If any CircleBack contacts are confirmed by our clients to sit outside of the United States, we encourage them to notify us so that we can make the necessary adjustments.  In Canada, contacts are subject to the 2014 Canadian Anti-Spam Law (CASL), which requires that any electronic mail recipient provide consent to receive that correspondence prior to it being sent (opt-in).  In the European Union, contacts are subject to the 2018 General Data Protection Regulation (GDPR), which requires that any electronic mail recipient provide dual consent to receive that correspondence prior to it being sent (double opt-in).  While no longer members of the EU, Great Britain and Ireland are expected to enact regulations very closely modelled on GDPR.

Whenever you license decision maker or key influencer contact data from CircleBack Leads, that data is not subject to GDPR regulations, since our contact information is US based.

How does CircleBack Leads ensure that their contact information is US based?

We validate all contact information at the gate. This means that all the contacts we find through our crowd-sourcing model are filtered to exclude non-US data.  We also have a strong international filter in place in our data processing engine. If any data point suggests that the contact sits outside the US (i.e. country code in the phone number, an email address that indicates an international URL like ‘.de’ or ‘.uk’, etc), we remove that contact from the database.  Any singular indication of an international location triggers such a removal.

The decision makers and key influencers in our premium CircleBack Leads product are all personally verified by our research staff, and any singular indication of an international location triggers a removal by the staffer who is managing that record.

GDPR: can CircleBack help our organization become compliant?

As a data controller, CircleBack is compliant with all privacy restrictions and strives not to provide our clients with any data that in subject to GDPR restrictions.  As a thought leader, we are willing to talk through any compliance questions to the best of our ability.
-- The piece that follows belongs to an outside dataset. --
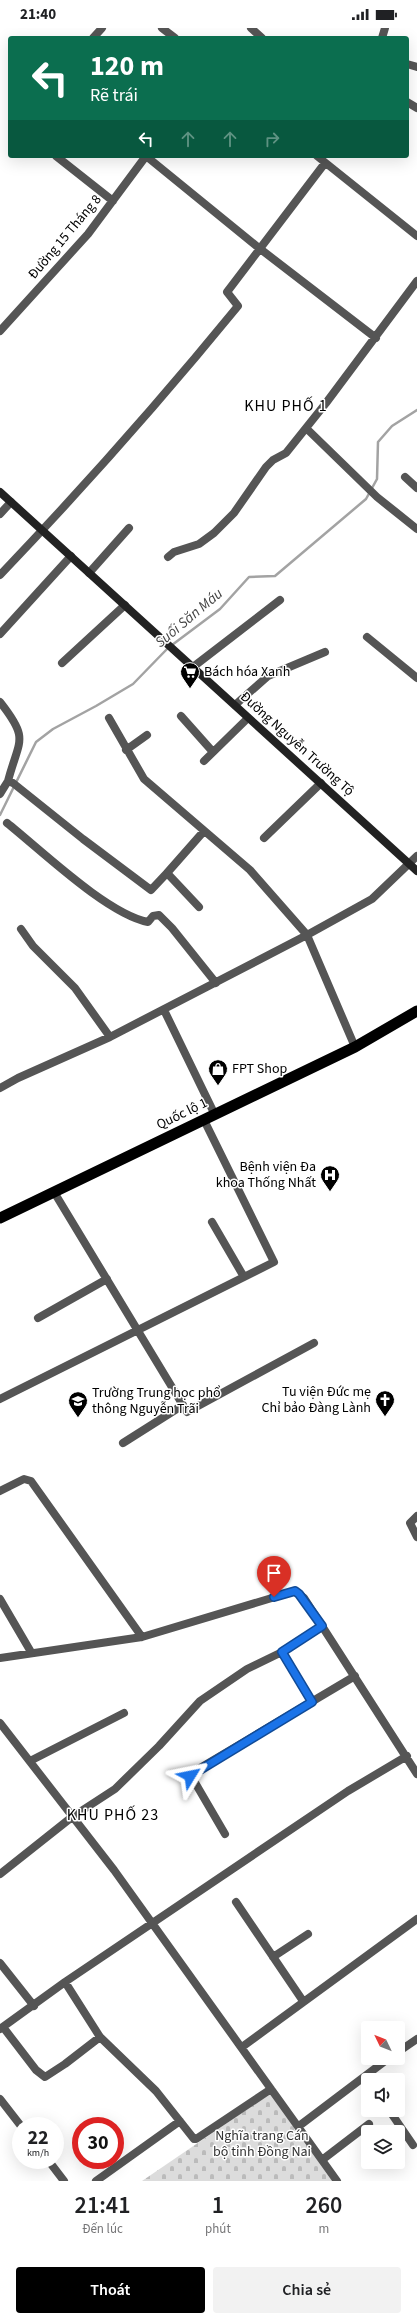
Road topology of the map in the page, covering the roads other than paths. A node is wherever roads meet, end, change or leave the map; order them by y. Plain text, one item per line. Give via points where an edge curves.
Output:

Here are a few tips to move your organization forward in their GDPR compliance efforts.

1.    Have your counsel, compliance, or privacy teams become acquainted with the definition of “personal data” as it applies to European Union citizens.

2.    Familiarize yourself with your organization’s use of personal data and the data protection principles.

3.    Treat data subjects (or ‘contacts’) as the most crucial data points within your processes and ecosystems when seeking to implement the requirements of the GDPR.

4.    Thoroughly document your sources for any personal data – this should extend to all contacts and not just those that are subject to GDPR or CASL.  Tracking your lead sources will help you comply with those regulations – in the case of GDPR this documentation is a requirement – and also help you understand the most effective lead sources for your business.

5.    Treat GDPR as an essential function for your compliance and privacy teams, and for any contact data management teams you employ.  Contact data managers should all familiarize themselves with ways to mitigate the risk of violation, as the risk (4% of annual revenue or 200 million euros) certainly outweighs the reward of transparency in this area.

6.    If you receive a complaint from any EU citizen about commercial email, immediately remove that individual from your email campaigns and notify them of that.  It is the responsibility of the data subject to report violations to the governing body, so that simple step of informing them that it was a small oversight and that it won’t happen again can go a long way toward preventing the subject from reporting the violation.